まさか日本で劇場公開されるとは思わなかった、珍しい海外映画が現在日本での劇場公開をスタートしました。7月23日(金・祝)より東京にて上映をスタートした中国のアニメーション映画『DAHUFA -守護者と謎の豆人間-』です。

 全国でも順次劇場公開されるということで、近隣でまだ公開されていないという人も。公式サイトなどで、上映予定映画館をチェックしてほしいところです。
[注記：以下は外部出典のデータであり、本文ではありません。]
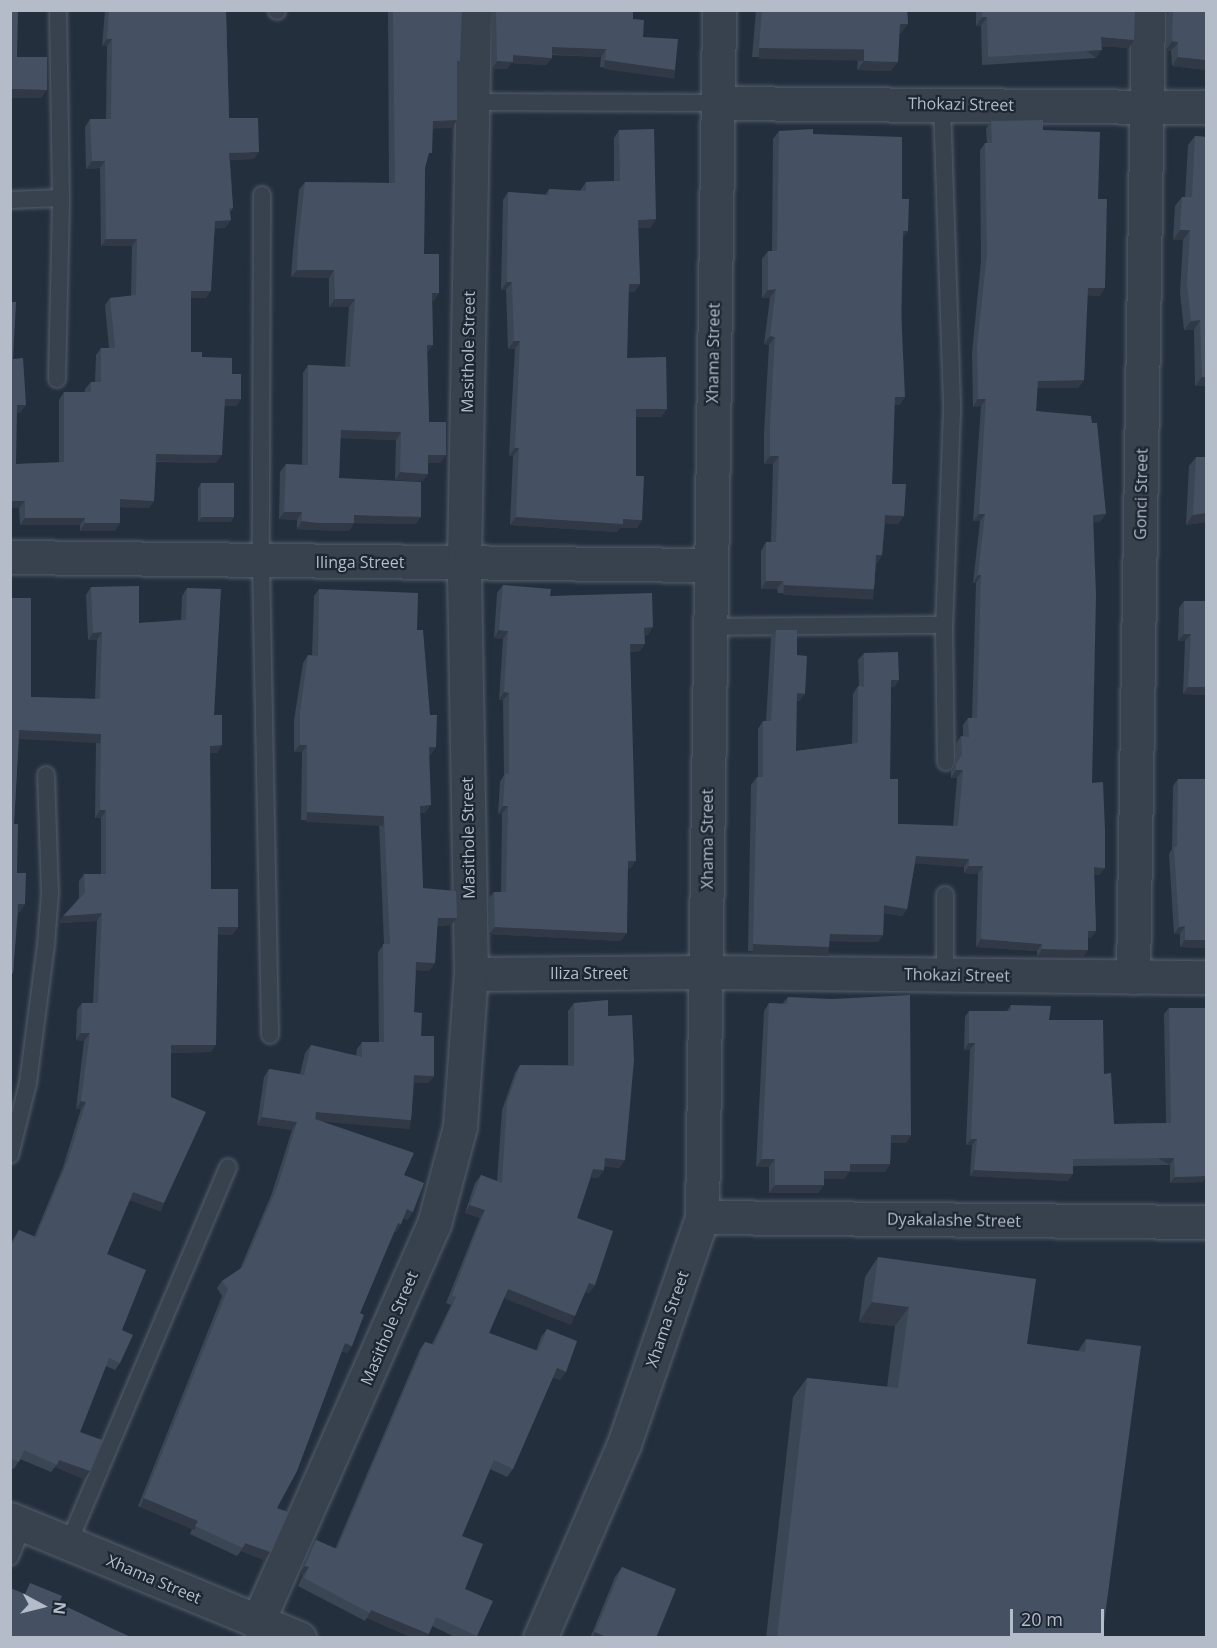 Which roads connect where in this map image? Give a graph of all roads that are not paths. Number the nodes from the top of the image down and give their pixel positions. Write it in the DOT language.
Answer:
graph roads {
  1 [pos="58,10"];
  2 [pos="474,10"];
  3 [pos="719,10"];
  4 [pos="1148,10"];
  5 [pos="472,102"];
  6 [pos="716,103"];
  7 [pos="942,103"];
  8 [pos="1149,107"];
  9 [pos="1206,107"];
  10 [pos="262,195"];
  11 [pos="61,198"];
  12 [pos="10,200"];
  13 [pos="57,379"];
  14 [pos="10,557"];
  15 [pos="464,561"];
  16 [pos="261,562"];
  17 [pos="710,565"];
  18 [pos="944,625"];
  19 [pos="708,627"];
  20 [pos="946,762"];
  21 [pos="46,775"];
  22 [pos="945,895"];
  23 [pos="707,972"];
  24 [pos="471,974"];
  25 [pos="945,976"];
  26 [pos="1133,977"];
  27 [pos="1206,977"];
  28 [pos="270,1035"];
  29 [pos="15,1115"];
  30 [pos="10,1155"];
  31 [pos="228,1167"];
  32 [pos="702,1217"];
  33 [pos="1206,1222"];
  34 [pos="17,1522"];
  35 [pos="69,1542"];
  36 [pos="10,1557"];
  37 [pos="257,1623"];
  38 [pos="299,1638"];
  39 [pos="540,1638"];
  1 -- 11 [label="lane"];
  2 -- 5 [label="street, Masithole Street"];
  3 -- 6 [label="street, Xhama Street"];
  4 -- 8 [label="street, Gonci Street"];
  5 -- 6 [label="lane"];
  5 -- 15 [label="street, Masithole Street"];
  6 -- 7 [label="street, Thokazi Street"];
  6 -- 17 [label="street, Xhama Street"];
  7 -- 8 [label="street, Thokazi Street"];
  7 -- 18 [label="lane"];
  8 -- 9 [label="street, Thokazi Street"];
  8 -- 26 [label="street, Gonci Street"];
  10 -- 16 [label="lane"];
  11 -- 12 [label="lane"];
  11 -- 13 [label="lane"];
  14 -- 16 [label="street, Ilinga Street"];
  15 -- 16 [label="street, Ilinga Street"];
  15 -- 17 [label="street, Ilinga Street"];
  15 -- 24 [label="street, Masithole Street"];
  16 -- 28 [label="lane"];
  17 -- 19 [label="street, Xhama Street"];
  18 -- 19 [label="lane"];
  18 -- 20 [label="lane"];
  19 -- 23 [label="street, Xhama Street"];
  21 -- 29 [label="lane"];
  22 -- 25 [label="lane"];
  23 -- 24 [label="street, Iliza Street"];
  23 -- 25 [label="street, Thokazi Street"];
  23 -- 32 [label="street, Xhama Street"];
  24 -- 37 [label="street, Masithole Street"];
  25 -- 26 [label="street, Thokazi Street"];
  26 -- 27 [label="street, Thokazi Street"];
  29 -- 30 [label="lane"];
  31 -- 35 [label="lane"];
  32 -- 33 [label="street, Dyakalashe Street"];
  32 -- 39 [label="street, Xhama Street"];
  34 -- 35 [label="street, Xhama Street"];
  34 -- 36 [label="lane"];
  35 -- 37 [label="street, Xhama Street"];
  37 -- 38 [label="street, Xhama Street"];
}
 『DAHUFA -守護者と謎の豆人間-』の何がすごいかといえば、中国のアニメーション映画といえば、ファミリー向け作品こそ多数制作されていながらも、中高生やそれ以上の年齢層に向けたアニメーション映画の市場はここ数年でやっと確立してきたばかりです。そんな中で、この映画は2017年時点で、制作サイドから13歳未満の鑑賞は控えるよう自主規制を促すような、映画を作ってきたのだから衝撃的。自粛も納得なように、タイトルにもある“豆人間”が無残にも次々と殺されていく、過激な内容となっています。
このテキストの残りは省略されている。